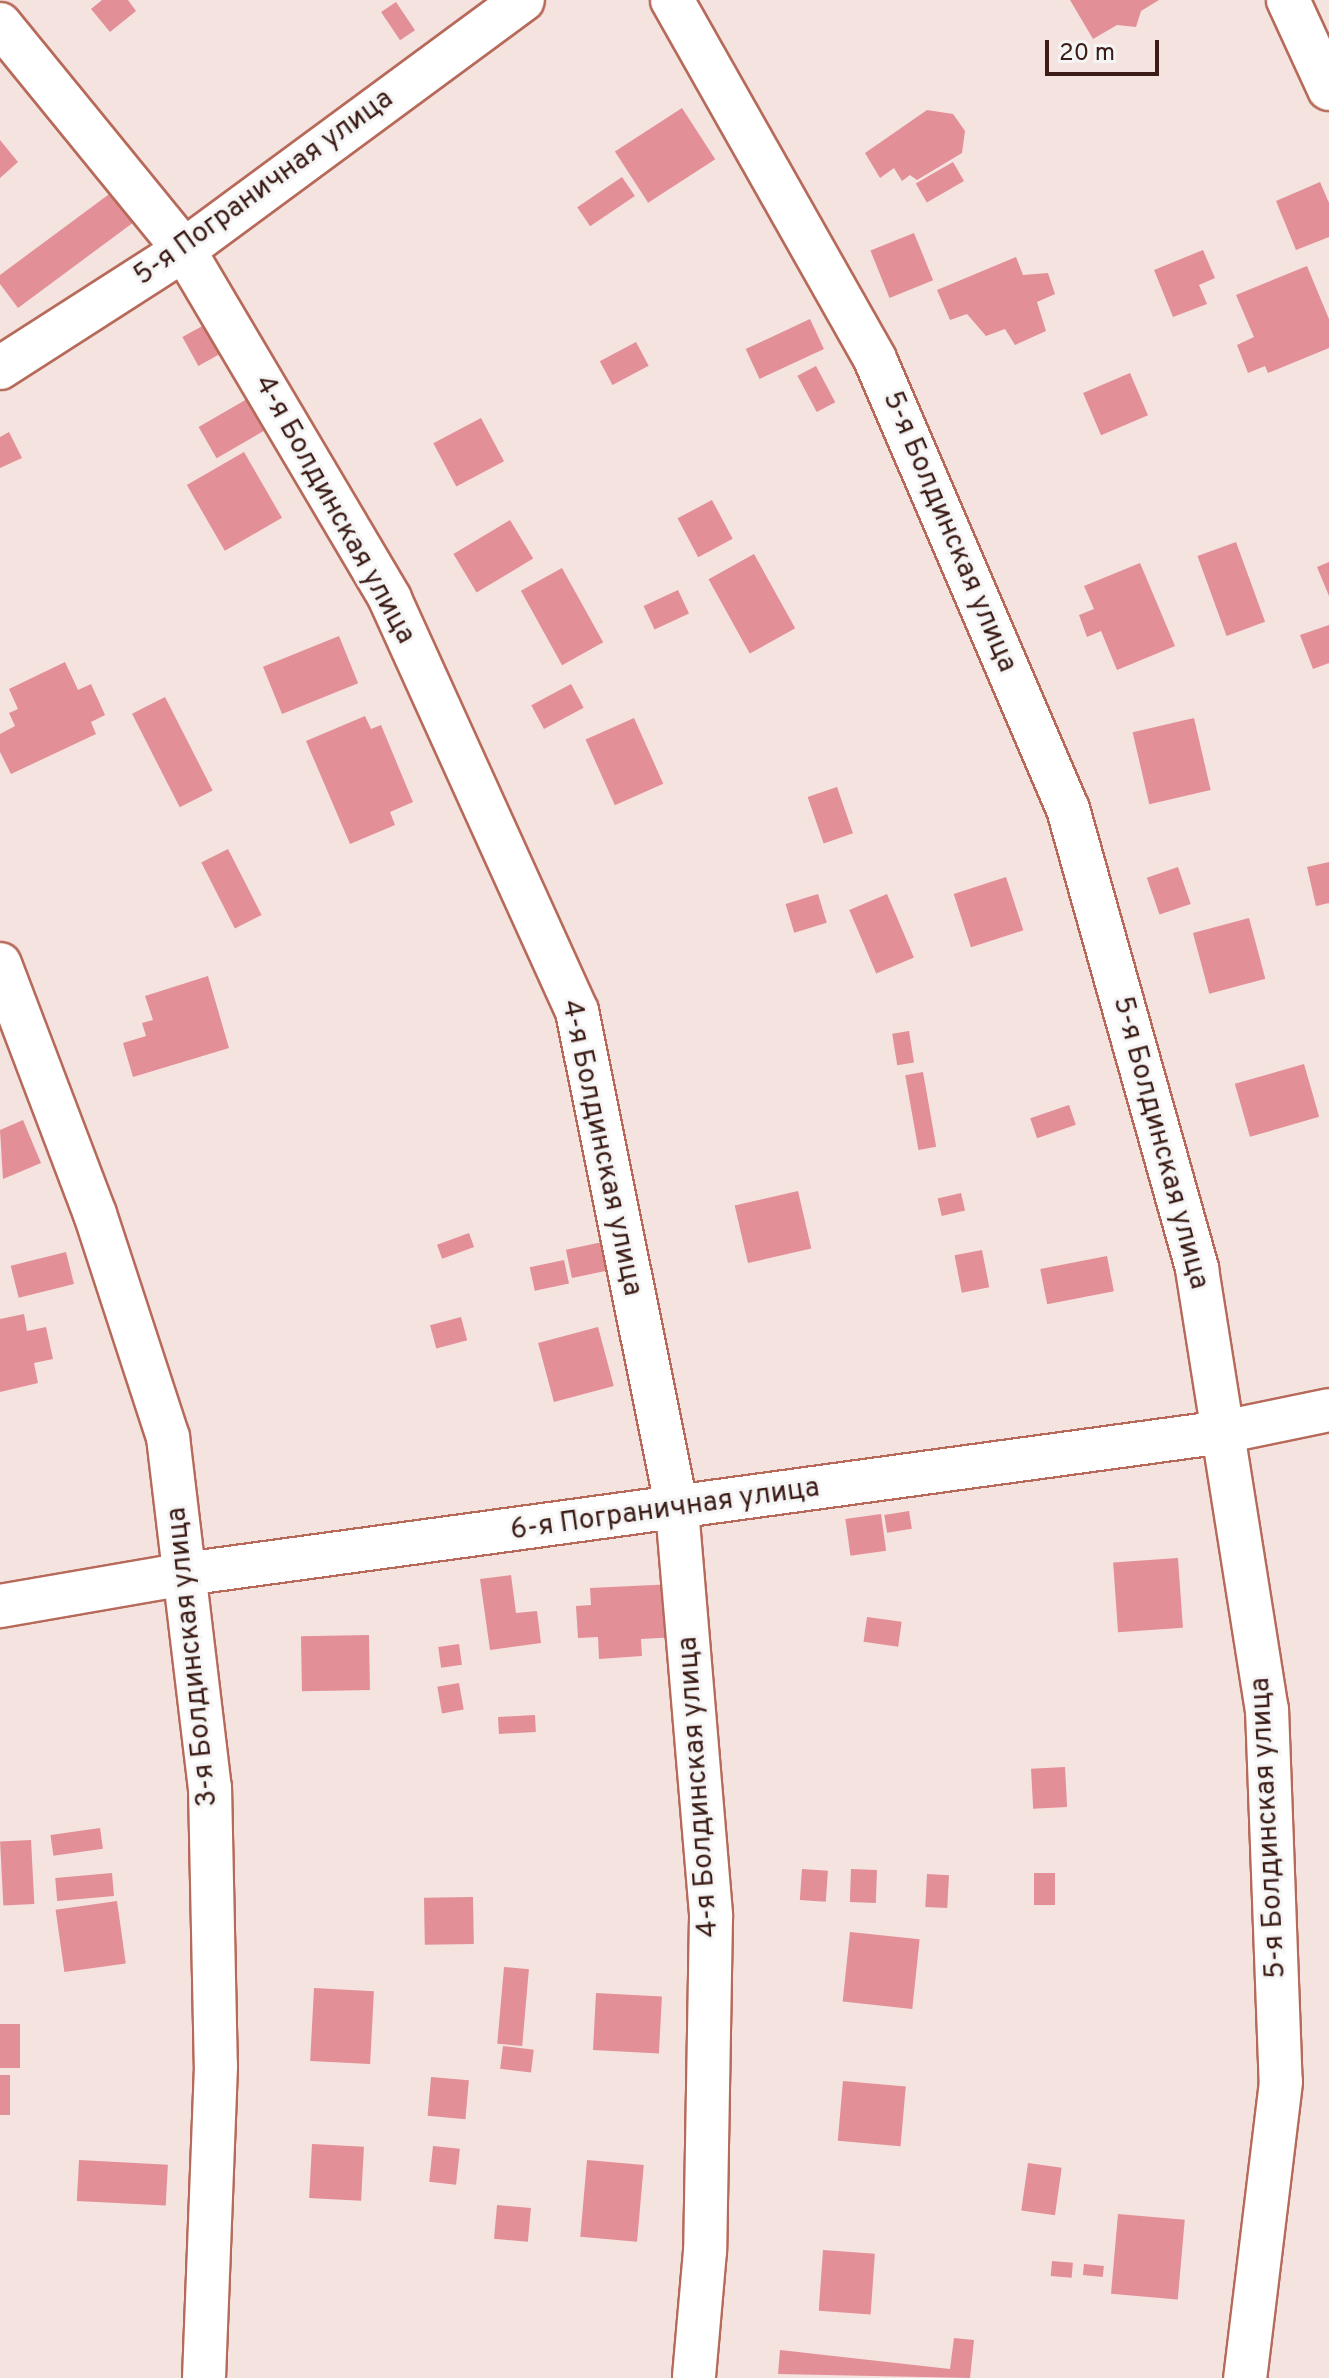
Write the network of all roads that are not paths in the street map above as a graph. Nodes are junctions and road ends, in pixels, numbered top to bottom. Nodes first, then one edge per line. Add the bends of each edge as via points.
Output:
1 (523, 0) edge
2 (672, 0) edge
3 (1288, 0) edge
4 (0, 24) edge
5 (1329, 89) edge
6 (184, 250) junction
7 (0, 368) edge
8 (0, 964) edge
9 (1329, 1410) edge
10 (1223, 1432) junction
11 (677, 1509) junction
12 (185, 1574) junction
13 (0, 1606) edge
14 (204, 2378) edge
15 (694, 2378) edge
16 (1245, 2378) edge

1 - 6 street, 5-я Пограничная улица
2 - 10 street, 5-я Болдинская улица via 875,359 1068,809 1197,1269
3 - 5 street
4 - 6 street, 4-я Болдинская улица
6 - 7 street, 5-я Пограничная улица
6 - 11 street, 4-я Болдинская улица via 390,599 577,1011
8 - 12 street, 3-я Болдинская улица via 95,1214 168,1437
9 - 10 street, 6-я Пограничная улица
10 - 11 street, 6-я Пограничная улица
10 - 16 street, 5-я Болдинская улица via 1267,1709 1281,2082
11 - 12 street, 6-я Пограничная улица
11 - 15 street, 4-я Болдинская улица via 711,1917 705,2251
12 - 13 street, 6-я Пограничная улица
12 - 14 street, 3-я Болдинская улица via 210,1787 216,2066

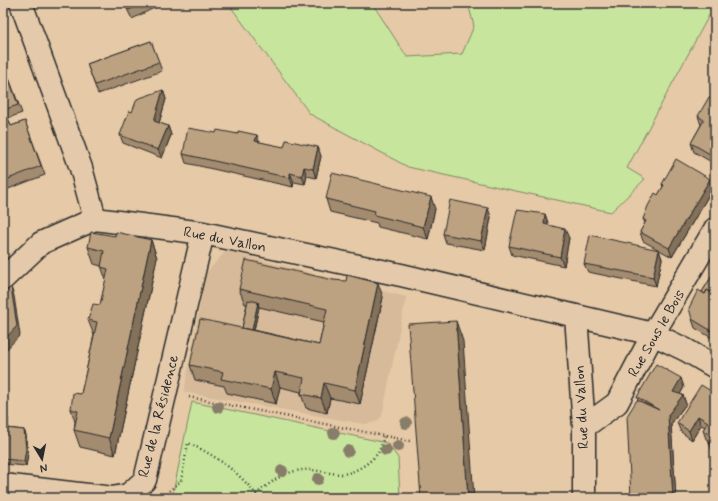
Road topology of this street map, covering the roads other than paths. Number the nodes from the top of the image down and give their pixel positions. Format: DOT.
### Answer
graph roads {
  1 [pos="21,3"];
  2 [pos="95,219"];
  3 [pos="715,229"];
  4 [pos="203,233"];
  5 [pos="3,279"];
  6 [pos="576,316"];
  7 [pos="653,334"];
  8 [pos="715,367"];
  9 [pos="584,427"];
  10 [pos="3,485"];
  11 [pos="584,498"];
  1 -- 2 [label="street"];
  2 -- 4 [label="street, Rue du Vallon"];
  2 -- 5 [label="street"];
  3 -- 7 [label="street, Rue Sous le Bois"];
  4 -- 6 [label="street, Rue du Vallon"];
  4 -- 10 [label="street, Rue de la Résidence"];
  6 -- 7 [label="street, Rue du Vallon"];
  6 -- 9 [label="street, Rue du Vallon"];
  7 -- 8 [label="street, Rue du Vallon"];
  7 -- 9 [label="street, Rue Sous le Bois"];
  9 -- 11 [label="street, Rue du Vallon"];
}
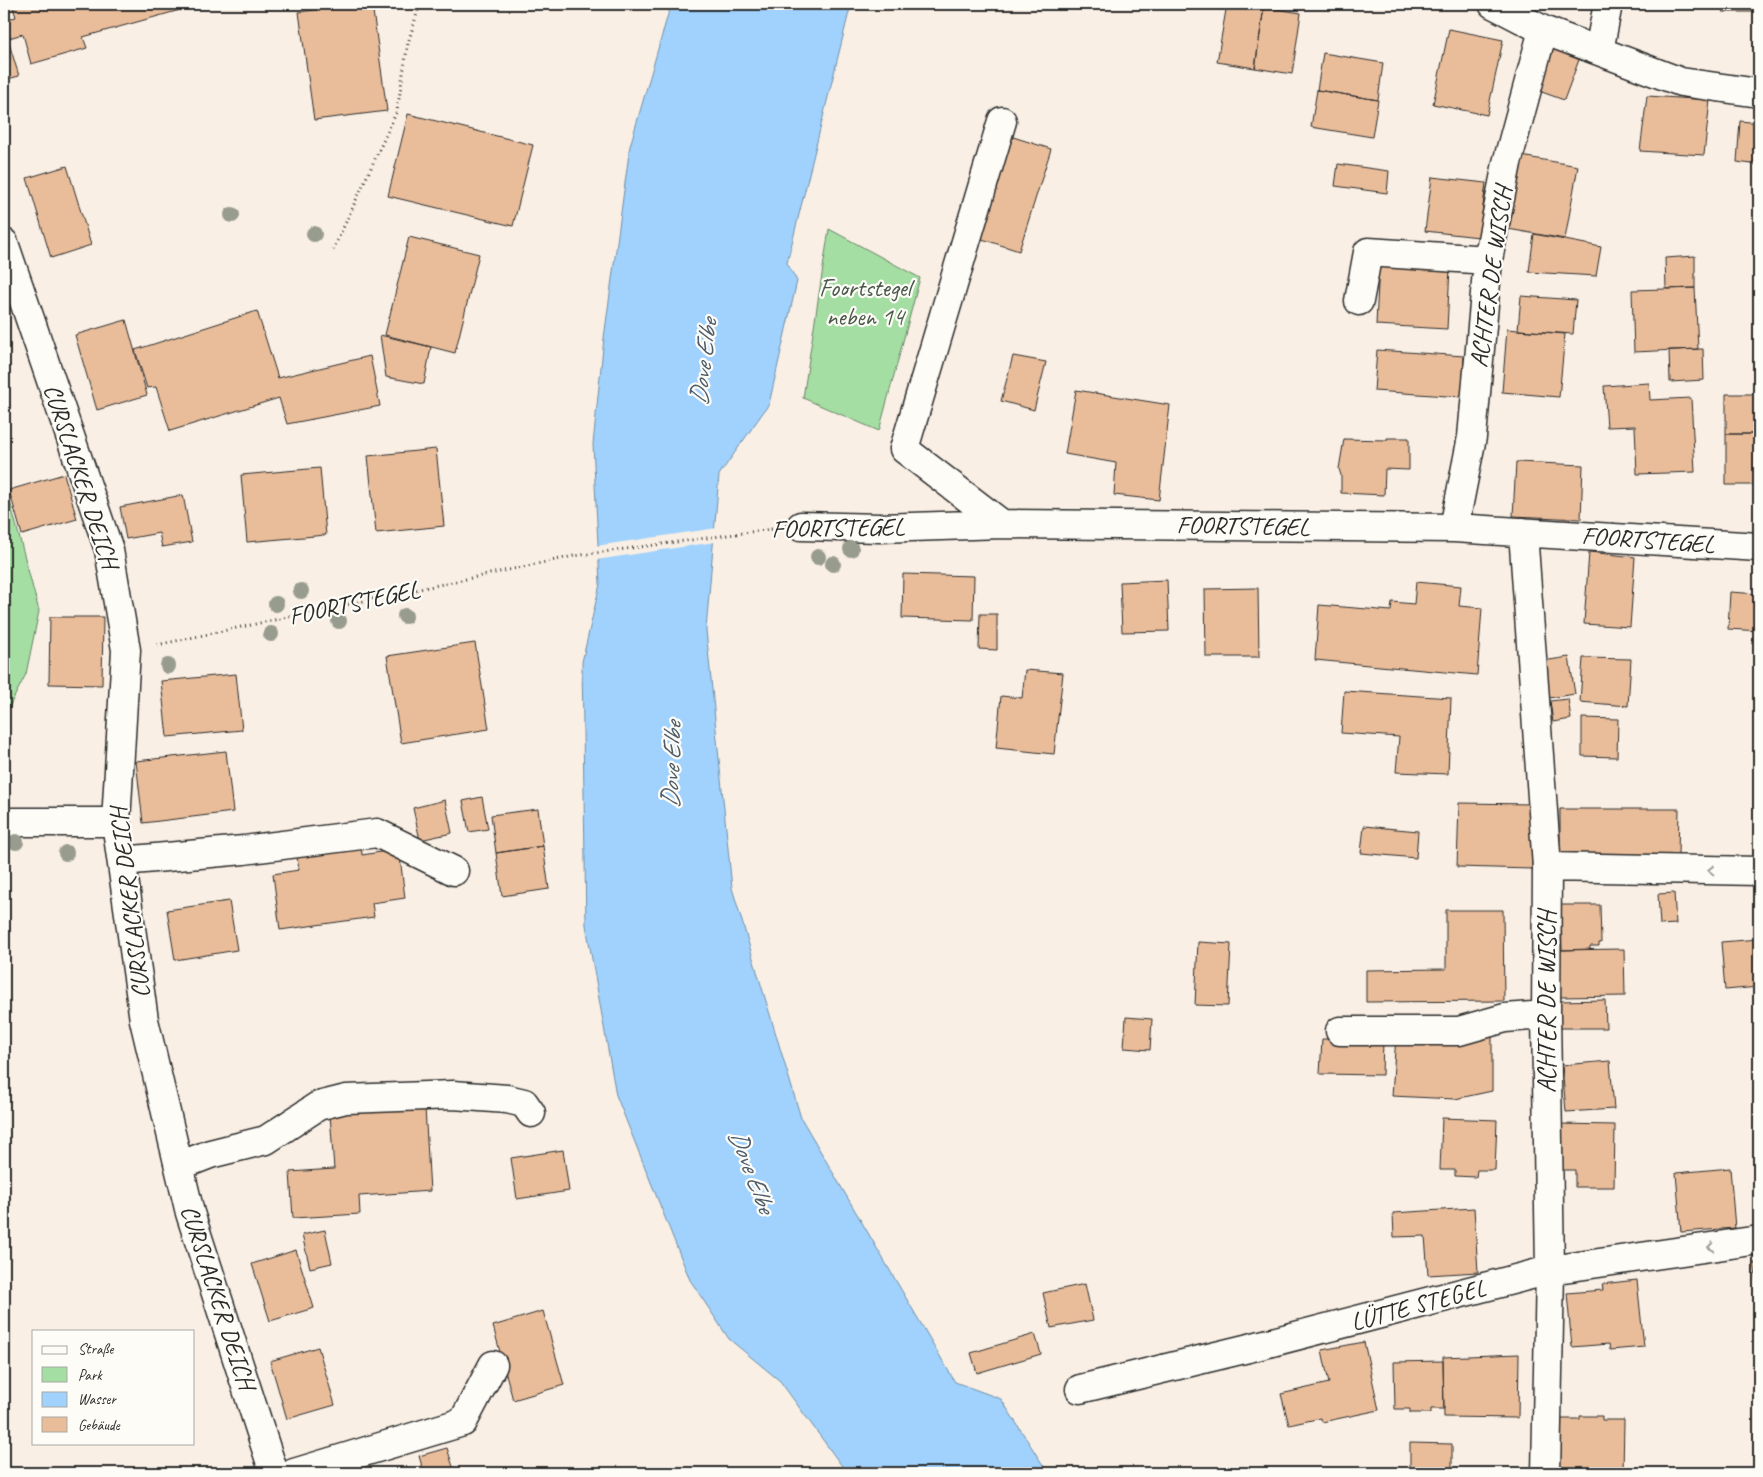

══════════════════════════════

- **ASSIGNED TASK**
Leaving out only the pictures, return the material above unchanged.

- **RESPONSE AREA**
Write the network of all roads that are not paths in the street map above as a graph. Nodes are junctions and road ends, in pixels, numbered top to bottom. Nodes first, then one edge per line. Add the bends of each edge as via points.
Output:
1 (523, 0) edge
2 (672, 0) edge
3 (1288, 0) edge
4 (0, 24) edge
5 (1329, 89) edge
6 (184, 250) junction
7 (0, 368) edge
8 (0, 964) edge
9 (1329, 1410) edge
10 (1223, 1432) junction
11 (677, 1509) junction
12 (185, 1574) junction
13 (0, 1606) edge
14 (204, 2378) edge
15 (694, 2378) edge
16 (1245, 2378) edge

1 - 6 street, 5-я Пограничная улица
2 - 10 street, 5-я Болдинская улица via 875,359 1068,809 1197,1269
3 - 5 street
4 - 6 street, 4-я Болдинская улица
6 - 7 street, 5-я Пограничная улица
6 - 11 street, 4-я Болдинская улица via 390,599 577,1011
8 - 12 street, 3-я Болдинская улица via 95,1214 168,1437
9 - 10 street, 6-я Пограничная улица
10 - 11 street, 6-я Пограничная улица
10 - 16 street, 5-я Болдинская улица via 1267,1709 1281,2082
11 - 12 street, 6-я Пограничная улица
11 - 15 street, 4-я Болдинская улица via 711,1917 705,2251
12 - 13 street, 6-я Пограничная улица
12 - 14 street, 3-я Болдинская улица via 210,1787 216,2066

Road topology of this street map, covering the roads other than paths. Number the nodes from the top of the image down and give their pixel positions. Format: DOT.
### Answer
graph roads {
  1 [pos="21,3"];
  2 [pos="95,219"];
  3 [pos="715,229"];
  4 [pos="203,233"];
  5 [pos="3,279"];
  6 [pos="576,316"];
  7 [pos="653,334"];
  8 [pos="715,367"];
  9 [pos="584,427"];
  10 [pos="3,485"];
  11 [pos="584,498"];
  1 -- 2 [label="street"];
  2 -- 4 [label="street, Rue du Vallon"];
  2 -- 5 [label="street"];
  3 -- 7 [label="street, Rue Sous le Bois"];
  4 -- 6 [label="street, Rue du Vallon"];
  4 -- 10 [label="street, Rue de la Résidence"];
  6 -- 7 [label="street, Rue du Vallon"];
  6 -- 9 [label="street, Rue du Vallon"];
  7 -- 8 [label="street, Rue du Vallon"];
  7 -- 9 [label="street, Rue Sous le Bois"];
  9 -- 11 [label="street, Rue du Vallon"];
}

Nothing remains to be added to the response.